YOUR ASSIGNMENT: Provide again, from the entries below, every line from the one containing "pinky tip: (246, 304)" through the one containing "ring dip: (212, 243)", exactly as written, and no other line.

[Extracted records]
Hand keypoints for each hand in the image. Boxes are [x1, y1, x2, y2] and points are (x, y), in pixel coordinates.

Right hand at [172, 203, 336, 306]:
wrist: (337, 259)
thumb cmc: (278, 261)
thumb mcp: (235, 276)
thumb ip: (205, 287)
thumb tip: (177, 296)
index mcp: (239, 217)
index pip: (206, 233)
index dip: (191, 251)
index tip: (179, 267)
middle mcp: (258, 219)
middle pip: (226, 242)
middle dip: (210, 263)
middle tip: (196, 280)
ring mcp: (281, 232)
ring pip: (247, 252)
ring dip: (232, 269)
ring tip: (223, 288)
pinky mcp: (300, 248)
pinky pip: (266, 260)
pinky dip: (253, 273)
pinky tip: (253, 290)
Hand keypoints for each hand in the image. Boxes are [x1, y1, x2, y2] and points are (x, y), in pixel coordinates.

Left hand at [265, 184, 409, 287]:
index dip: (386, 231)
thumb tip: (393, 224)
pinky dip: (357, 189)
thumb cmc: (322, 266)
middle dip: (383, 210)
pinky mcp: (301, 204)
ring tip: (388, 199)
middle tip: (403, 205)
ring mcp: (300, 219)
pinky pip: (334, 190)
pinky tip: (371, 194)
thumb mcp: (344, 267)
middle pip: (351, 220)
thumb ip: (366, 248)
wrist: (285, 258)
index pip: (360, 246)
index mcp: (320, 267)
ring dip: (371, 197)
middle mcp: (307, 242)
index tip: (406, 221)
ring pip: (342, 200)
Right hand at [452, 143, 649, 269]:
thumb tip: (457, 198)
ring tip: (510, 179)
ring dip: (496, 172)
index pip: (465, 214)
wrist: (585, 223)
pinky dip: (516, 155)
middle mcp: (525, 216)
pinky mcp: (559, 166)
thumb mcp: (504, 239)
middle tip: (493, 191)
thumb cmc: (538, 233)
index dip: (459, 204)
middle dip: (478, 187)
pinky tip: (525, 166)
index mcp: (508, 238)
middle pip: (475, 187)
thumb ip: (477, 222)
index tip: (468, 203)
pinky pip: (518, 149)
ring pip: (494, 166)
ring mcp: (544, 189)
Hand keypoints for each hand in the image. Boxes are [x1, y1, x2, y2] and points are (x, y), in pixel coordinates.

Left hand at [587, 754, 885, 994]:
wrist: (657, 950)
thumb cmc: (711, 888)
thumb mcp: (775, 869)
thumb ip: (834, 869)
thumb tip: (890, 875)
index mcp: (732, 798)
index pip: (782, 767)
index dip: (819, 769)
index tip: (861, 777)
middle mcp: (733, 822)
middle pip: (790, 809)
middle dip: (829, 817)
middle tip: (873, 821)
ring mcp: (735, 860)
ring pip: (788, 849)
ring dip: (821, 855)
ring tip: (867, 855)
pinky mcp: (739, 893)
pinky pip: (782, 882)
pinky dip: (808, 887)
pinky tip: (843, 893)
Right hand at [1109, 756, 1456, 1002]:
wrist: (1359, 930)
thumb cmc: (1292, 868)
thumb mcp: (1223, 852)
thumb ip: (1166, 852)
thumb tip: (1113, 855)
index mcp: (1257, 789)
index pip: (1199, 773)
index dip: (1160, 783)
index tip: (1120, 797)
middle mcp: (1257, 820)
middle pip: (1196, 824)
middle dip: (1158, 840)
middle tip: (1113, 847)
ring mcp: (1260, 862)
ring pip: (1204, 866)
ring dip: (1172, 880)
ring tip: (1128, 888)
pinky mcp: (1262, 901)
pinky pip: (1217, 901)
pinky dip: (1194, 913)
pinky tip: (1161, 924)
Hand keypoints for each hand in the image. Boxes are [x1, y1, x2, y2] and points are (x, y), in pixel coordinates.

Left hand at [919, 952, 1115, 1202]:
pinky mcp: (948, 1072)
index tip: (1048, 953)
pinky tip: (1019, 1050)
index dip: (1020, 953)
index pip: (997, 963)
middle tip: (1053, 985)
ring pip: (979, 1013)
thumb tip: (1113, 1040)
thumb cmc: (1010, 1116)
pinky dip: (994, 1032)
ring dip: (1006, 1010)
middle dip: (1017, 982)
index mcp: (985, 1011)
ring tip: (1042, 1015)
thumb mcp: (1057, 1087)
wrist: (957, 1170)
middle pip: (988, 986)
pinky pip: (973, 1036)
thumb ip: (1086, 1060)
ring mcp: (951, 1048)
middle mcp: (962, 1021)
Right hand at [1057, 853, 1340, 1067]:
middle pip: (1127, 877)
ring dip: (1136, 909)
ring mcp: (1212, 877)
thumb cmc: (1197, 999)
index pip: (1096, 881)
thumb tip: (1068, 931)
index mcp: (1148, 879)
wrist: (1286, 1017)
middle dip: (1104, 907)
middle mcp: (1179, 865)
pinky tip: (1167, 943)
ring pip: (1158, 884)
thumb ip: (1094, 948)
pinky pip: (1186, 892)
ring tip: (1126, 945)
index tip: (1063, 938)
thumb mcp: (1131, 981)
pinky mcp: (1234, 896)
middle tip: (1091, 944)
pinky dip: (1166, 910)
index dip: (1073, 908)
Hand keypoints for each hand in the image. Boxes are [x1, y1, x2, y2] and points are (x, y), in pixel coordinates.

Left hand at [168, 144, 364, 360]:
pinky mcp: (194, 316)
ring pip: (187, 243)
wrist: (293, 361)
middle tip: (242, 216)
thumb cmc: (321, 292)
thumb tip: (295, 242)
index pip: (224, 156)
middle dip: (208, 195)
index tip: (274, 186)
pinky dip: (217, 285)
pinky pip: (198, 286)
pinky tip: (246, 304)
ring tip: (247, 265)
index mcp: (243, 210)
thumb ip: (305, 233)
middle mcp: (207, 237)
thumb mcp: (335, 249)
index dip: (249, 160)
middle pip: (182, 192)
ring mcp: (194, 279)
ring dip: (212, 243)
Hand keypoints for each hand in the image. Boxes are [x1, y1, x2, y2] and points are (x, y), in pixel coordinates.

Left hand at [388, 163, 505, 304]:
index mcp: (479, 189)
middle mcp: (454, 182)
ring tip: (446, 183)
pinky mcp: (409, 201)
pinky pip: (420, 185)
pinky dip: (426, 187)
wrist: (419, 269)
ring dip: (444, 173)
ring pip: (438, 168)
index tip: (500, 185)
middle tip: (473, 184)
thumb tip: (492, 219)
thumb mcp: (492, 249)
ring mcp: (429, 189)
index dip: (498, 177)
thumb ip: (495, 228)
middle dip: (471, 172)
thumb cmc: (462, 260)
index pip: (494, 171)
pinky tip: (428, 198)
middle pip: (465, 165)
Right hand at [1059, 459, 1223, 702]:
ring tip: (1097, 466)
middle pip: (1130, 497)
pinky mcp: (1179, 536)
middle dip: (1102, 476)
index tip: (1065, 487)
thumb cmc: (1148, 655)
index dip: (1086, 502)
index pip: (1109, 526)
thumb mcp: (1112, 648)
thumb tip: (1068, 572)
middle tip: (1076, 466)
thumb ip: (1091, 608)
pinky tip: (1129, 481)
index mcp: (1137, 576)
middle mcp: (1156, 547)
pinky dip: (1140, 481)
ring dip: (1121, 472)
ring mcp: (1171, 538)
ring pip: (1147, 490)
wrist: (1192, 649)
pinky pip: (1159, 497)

TASK SOLUTION:
pinky tip: (246, 304)
ring tip: (247, 265)
index mcp: (243, 210)
thumb ip: (305, 233)
middle mcp: (207, 237)
thumb mcp: (335, 249)
index dip: (249, 160)
middle pip: (182, 192)
ring mcp: (194, 279)
ring dip: (212, 243)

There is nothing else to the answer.